Bart. Dan gaan zij zoeken, of ze een „daarom" in zichzelve kunnen vinden. Waarom kan het zijn dat de Heere mij in Zijn gunst gedenkt? Maar hoe zij zoeken, vinden doen zij niets; zij vinden geen redenen in zichzelven. Zij vinden niets beminnelijks, niets profijtelijks voor den Heere aan zichzelven. Ja, om door den Heere veracht, verworpen, vergeten te worden, daarvoor vinden zij overvloedige redenen.
Kees. Dat de Heere mij van voor Zijn aangezicht zou verstooten in een eeuwig verderf, daar kan ik wel duizend redenen voor vinden. En ik kan mij soms niet begrijpen, dat de Heere dat al niet lang gedaan heeft, dat Hij mij nog duldt op Zijn korenveld.
Bart. Och, jongen! 't is bij ons niet. 't Is alles vrije ontferming. Dat „waarom" ligt in Gods eeuwig liefdeharte! Daar is de reden! Vrijwillige liefde. De Heere zegt: „Ik zal ze vrijwillig liefhebben".
Kees. Ja, dat moet het wel zijn.
Bart. Waarom Efraïm wel en Manasse niet; waarom Jakob wel en Ezau niet?
Kees. Nu, voor dat laatste is nog wel een reden op te geven: Jacob was een Godvreezende jongeling en Ezau was woest, lichtzinnig en zonder Godsvrucht.

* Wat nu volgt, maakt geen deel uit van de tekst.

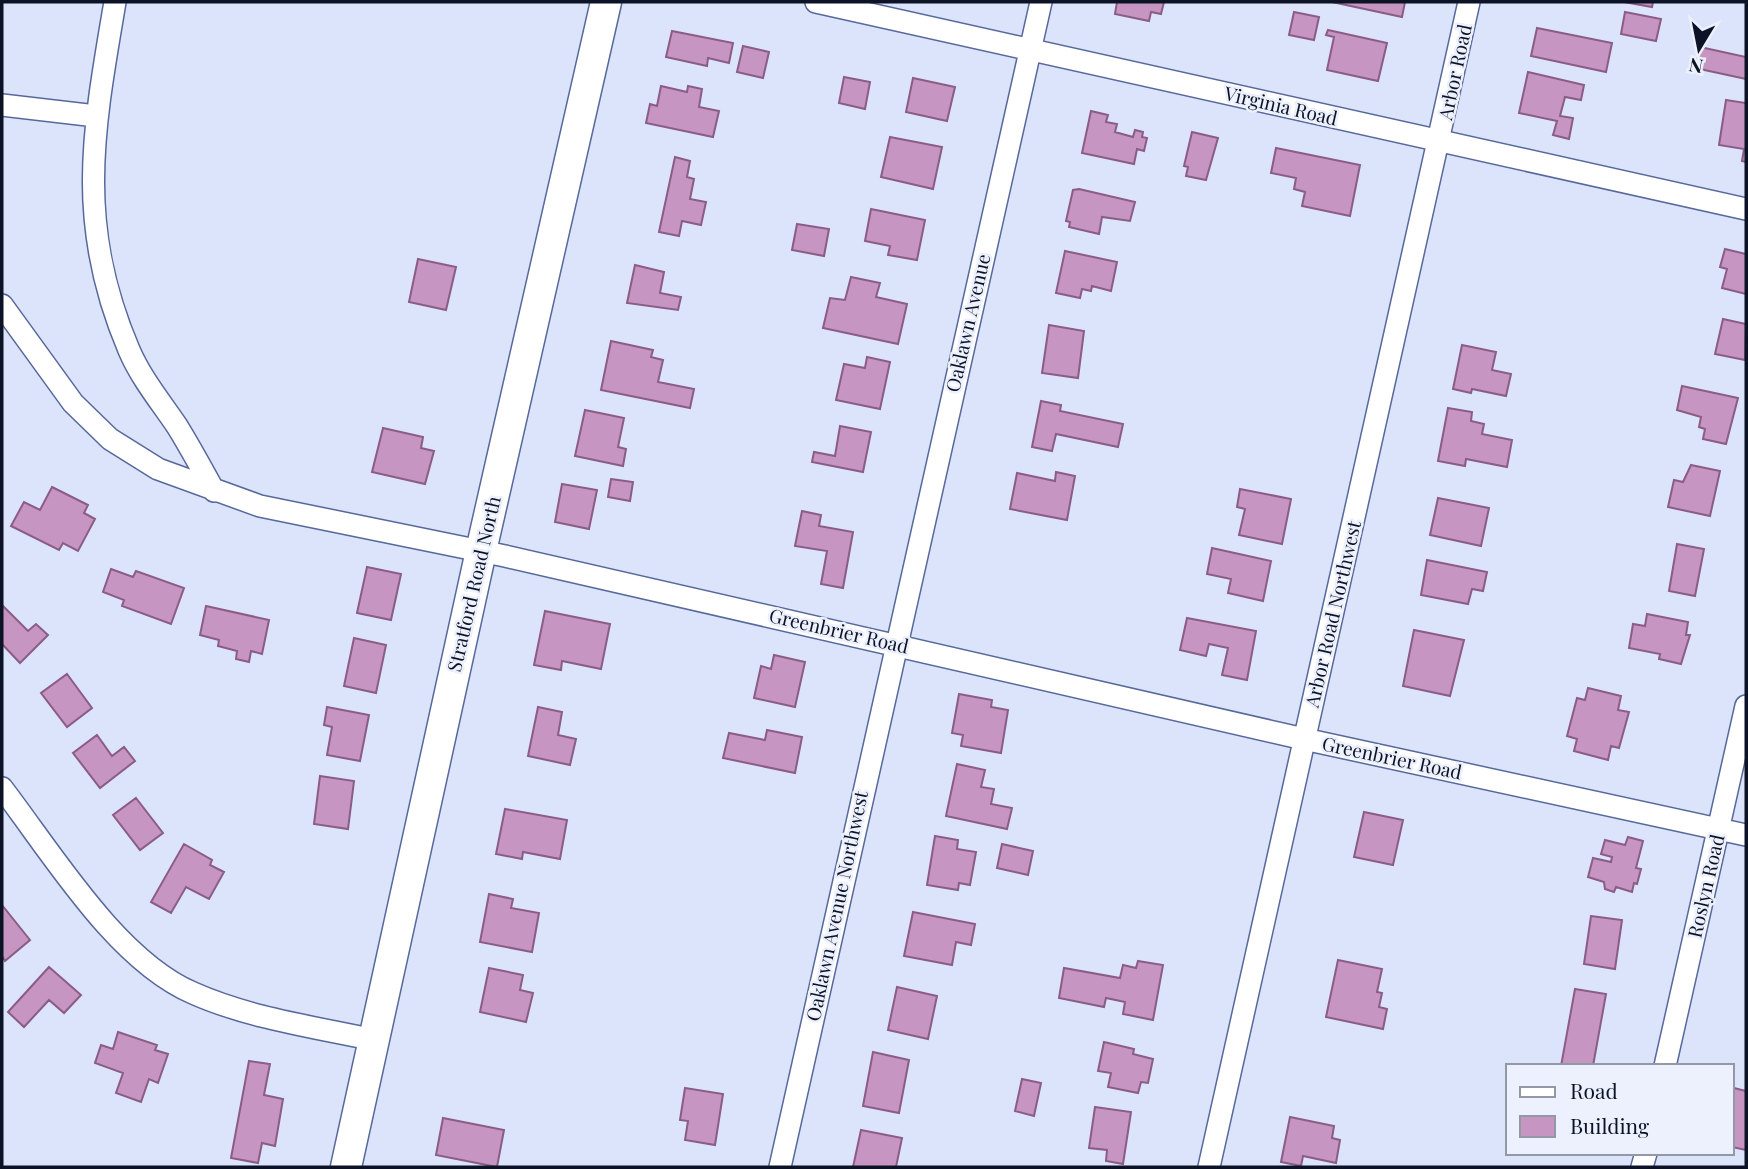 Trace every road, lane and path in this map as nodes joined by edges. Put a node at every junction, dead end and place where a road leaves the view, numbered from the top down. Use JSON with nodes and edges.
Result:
{"nodes":[{"id":1,"x":115,"y":2,"type":"edge"},
{"id":2,"x":607,"y":2,"type":"edge"},
{"id":3,"x":816,"y":2,"type":"edge"},
{"id":4,"x":1041,"y":2,"type":"edge"},
{"id":5,"x":1469,"y":2,"type":"edge"},
{"id":6,"x":1030,"y":50,"type":"junction"},
{"id":7,"x":2,"y":105,"type":"edge"},
{"id":8,"x":96,"y":116,"type":"junction"},
{"id":9,"x":1440,"y":142,"type":"junction"},
{"id":10,"x":1746,"y":209,"type":"edge"},
{"id":11,"x":2,"y":305,"type":"edge"},
{"id":12,"x":214,"y":491,"type":"junction"},
{"id":13,"x":481,"y":551,"type":"junction"},
{"id":14,"x":895,"y":644,"type":"junction"},
{"id":15,"x":1746,"y":706,"type":"edge"},
{"id":16,"x":1304,"y":739,"type":"junction"},
{"id":17,"x":2,"y":788,"type":"edge"},
{"id":18,"x":1720,"y":827,"type":"junction"},
{"id":19,"x":1746,"y":835,"type":"edge"},
{"id":20,"x":374,"y":1040,"type":"junction"},
{"id":21,"x":1665,"y":1064,"type":"edge"},
{"id":22,"x":346,"y":1167,"type":"edge"},
{"id":23,"x":780,"y":1167,"type":"edge"},
{"id":24,"x":1209,"y":1167,"type":"edge"}],
"edges":[{"from":1,"to":8,"type":"street"},
{"from":2,"to":13,"type":"main road","name":"Stratford Road North"},
{"from":3,"to":6,"type":"street","name":"Virginia Road"},
{"from":4,"to":6,"type":"street","name":"Oaklawn Avenue"},
{"from":5,"to":9,"type":"street","name":"Arbor Road"},
{"from":6,"to":9,"type":"street","name":"Virginia Road"},
{"from":6,"to":14,"type":"street","name":"Oaklawn Avenue"},
{"from":7,"to":8,"type":"street"},
{"from":8,"to":12,"type":"street"},
{"from":9,"to":10,"type":"street","name":"Virginia Road"},
{"from":9,"to":16,"type":"street","name":"Arbor Road Northwest"},
{"from":11,"to":12,"type":"street","name":"Greenbrier Road"},
{"from":12,"to":13,"type":"street","name":"Greenbrier Road"},
{"from":13,"to":14,"type":"street","name":"Greenbrier Road"},
{"from":13,"to":20,"type":"main road","name":"Stratford Road North"},
{"from":14,"to":16,"type":"street","name":"Greenbrier Road"},
{"from":14,"to":23,"type":"street","name":"Oaklawn Avenue Northwest"},
{"from":15,"to":18,"type":"street","name":"Roslyn Road"},
{"from":16,"to":18,"type":"street","name":"Greenbrier Road"},
{"from":16,"to":24,"type":"street","name":"Arbor Road Northwest"},
{"from":17,"to":20,"type":"street"},
{"from":18,"to":19,"type":"street","name":"Greenbrier Road"},
{"from":18,"to":21,"type":"street","name":"Roslyn Road"},
{"from":20,"to":22,"type":"main road","name":"Stratford Road North"}]}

Bart. Jawel. Maar dat Jakob den Heere vreesde was geen oorzaak — maar een gevolg van de liefde des Heeren. Omdat God Jakob liefhad, daarom mocht Jakob den Heere vreezen. De liefde Gods was eerst. Zie maar Rom. 9: Want als de kinderen nog niet geboren waren, noch iets goeds of kwaads gedaan hadden — zoo werd tot haar gezegd — Jakob heb Ik liefgehad, en Ezau heb Ik gehaat.
Kees. Dat heb ik nog nooit zoo goed ingezien als nu.
Deze tekst is geautomatiseerd gemaakt en kan nog fouten bevatten. Digibron werkt
voortdurend aan correctie. Klik voor het origineel door naar de pdf. Voor opmerkingen,
vragen, informatie: contact.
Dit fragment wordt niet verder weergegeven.